*** Block opens ***
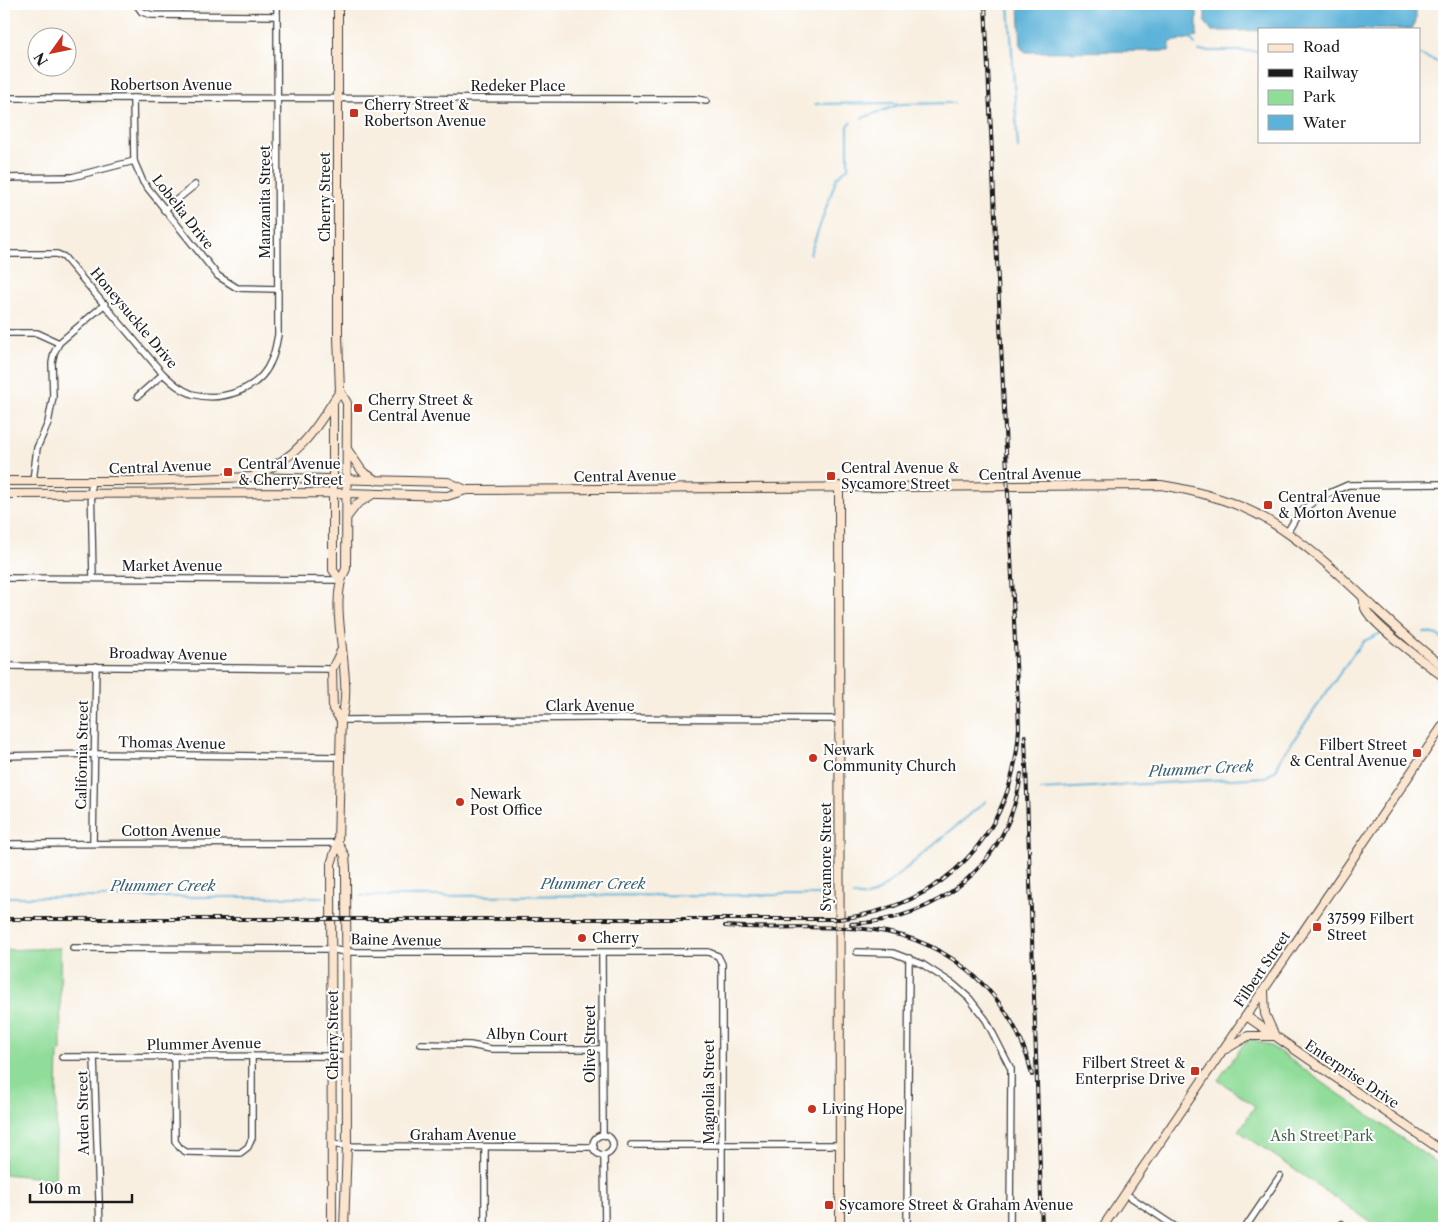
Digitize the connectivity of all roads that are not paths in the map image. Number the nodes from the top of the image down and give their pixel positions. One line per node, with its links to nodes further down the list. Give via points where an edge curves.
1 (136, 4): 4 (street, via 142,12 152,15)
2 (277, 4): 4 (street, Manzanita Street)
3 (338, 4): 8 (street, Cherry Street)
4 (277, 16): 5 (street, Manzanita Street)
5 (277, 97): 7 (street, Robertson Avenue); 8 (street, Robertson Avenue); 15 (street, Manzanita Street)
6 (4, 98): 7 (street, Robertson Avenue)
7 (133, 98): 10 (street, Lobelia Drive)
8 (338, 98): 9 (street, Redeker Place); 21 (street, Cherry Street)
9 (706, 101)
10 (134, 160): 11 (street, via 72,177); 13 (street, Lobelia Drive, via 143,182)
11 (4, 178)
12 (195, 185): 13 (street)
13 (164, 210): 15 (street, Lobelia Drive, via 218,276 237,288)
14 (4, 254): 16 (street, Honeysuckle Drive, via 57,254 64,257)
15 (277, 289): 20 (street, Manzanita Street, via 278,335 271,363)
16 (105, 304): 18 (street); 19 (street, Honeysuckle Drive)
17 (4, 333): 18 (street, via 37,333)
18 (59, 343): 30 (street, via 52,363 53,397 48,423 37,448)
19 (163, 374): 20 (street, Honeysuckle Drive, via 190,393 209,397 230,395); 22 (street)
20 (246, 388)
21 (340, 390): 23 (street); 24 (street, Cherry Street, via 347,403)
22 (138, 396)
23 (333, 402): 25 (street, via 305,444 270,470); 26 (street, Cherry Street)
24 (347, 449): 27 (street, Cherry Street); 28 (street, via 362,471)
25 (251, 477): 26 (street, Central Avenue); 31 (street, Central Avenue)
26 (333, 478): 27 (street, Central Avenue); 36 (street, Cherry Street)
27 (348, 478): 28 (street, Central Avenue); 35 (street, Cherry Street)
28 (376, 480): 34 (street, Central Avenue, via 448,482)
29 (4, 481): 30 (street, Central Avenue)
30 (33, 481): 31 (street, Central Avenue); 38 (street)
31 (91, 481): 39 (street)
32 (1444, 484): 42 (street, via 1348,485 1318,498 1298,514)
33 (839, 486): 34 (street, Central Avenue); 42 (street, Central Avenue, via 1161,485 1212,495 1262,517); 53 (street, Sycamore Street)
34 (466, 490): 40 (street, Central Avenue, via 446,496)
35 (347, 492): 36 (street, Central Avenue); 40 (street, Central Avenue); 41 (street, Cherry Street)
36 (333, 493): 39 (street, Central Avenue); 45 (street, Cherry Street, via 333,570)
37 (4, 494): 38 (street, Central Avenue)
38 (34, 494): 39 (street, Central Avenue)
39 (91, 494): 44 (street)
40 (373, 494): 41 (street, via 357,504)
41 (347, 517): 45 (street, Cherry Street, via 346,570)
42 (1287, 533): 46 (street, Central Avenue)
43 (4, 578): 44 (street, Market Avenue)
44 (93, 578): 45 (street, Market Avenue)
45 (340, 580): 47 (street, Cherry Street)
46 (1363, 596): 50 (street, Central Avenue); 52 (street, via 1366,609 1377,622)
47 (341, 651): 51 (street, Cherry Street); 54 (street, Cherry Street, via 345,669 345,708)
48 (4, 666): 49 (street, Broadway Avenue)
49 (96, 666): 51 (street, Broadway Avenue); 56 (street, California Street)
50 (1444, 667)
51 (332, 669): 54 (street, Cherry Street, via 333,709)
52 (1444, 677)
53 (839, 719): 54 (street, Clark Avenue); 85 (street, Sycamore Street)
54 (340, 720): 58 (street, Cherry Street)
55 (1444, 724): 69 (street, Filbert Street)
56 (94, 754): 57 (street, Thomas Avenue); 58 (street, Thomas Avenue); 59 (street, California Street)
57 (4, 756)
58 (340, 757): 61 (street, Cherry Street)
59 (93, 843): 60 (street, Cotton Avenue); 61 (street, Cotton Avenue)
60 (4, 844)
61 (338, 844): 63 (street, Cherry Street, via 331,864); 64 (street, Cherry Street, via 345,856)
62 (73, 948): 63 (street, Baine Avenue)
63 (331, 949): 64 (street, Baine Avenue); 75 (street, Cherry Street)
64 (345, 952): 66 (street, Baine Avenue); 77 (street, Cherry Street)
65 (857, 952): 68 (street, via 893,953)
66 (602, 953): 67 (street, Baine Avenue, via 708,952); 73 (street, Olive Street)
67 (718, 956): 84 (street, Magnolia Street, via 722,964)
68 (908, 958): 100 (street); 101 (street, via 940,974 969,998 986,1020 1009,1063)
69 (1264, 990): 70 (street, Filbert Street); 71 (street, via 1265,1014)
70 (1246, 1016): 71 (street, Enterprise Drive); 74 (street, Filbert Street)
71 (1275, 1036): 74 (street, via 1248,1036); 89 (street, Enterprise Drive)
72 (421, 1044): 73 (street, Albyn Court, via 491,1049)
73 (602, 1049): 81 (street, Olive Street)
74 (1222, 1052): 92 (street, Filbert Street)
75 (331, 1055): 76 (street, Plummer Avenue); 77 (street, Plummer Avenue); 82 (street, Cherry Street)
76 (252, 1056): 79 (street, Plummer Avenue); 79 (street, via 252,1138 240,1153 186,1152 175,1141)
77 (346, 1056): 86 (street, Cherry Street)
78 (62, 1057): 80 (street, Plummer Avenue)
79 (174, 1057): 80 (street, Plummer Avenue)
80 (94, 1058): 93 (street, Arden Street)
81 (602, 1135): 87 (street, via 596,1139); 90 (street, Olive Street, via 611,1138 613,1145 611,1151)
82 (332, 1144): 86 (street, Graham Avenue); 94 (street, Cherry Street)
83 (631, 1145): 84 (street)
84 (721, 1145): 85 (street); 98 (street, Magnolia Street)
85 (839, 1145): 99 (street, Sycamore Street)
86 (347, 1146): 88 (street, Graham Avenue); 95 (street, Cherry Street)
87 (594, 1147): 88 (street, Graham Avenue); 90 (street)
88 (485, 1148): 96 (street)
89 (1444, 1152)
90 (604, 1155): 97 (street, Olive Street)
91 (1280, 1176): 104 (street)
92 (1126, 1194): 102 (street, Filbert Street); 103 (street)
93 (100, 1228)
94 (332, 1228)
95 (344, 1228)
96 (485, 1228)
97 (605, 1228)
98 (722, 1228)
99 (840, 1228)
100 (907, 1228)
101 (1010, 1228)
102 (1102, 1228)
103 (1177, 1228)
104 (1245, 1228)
*** Block closes ***
◆ Problem to solve
Among the lines of the data, which ones contain the word "Olive"? Show them.

◆ Your solution
66 (602, 953): 67 (street, Baine Avenue, via 708,952); 73 (street, Olive Street)
73 (602, 1049): 81 (street, Olive Street)
81 (602, 1135): 87 (street, via 596,1139); 90 (street, Olive Street, via 611,1138 613,1145 611,1151)
90 (604, 1155): 97 (street, Olive Street)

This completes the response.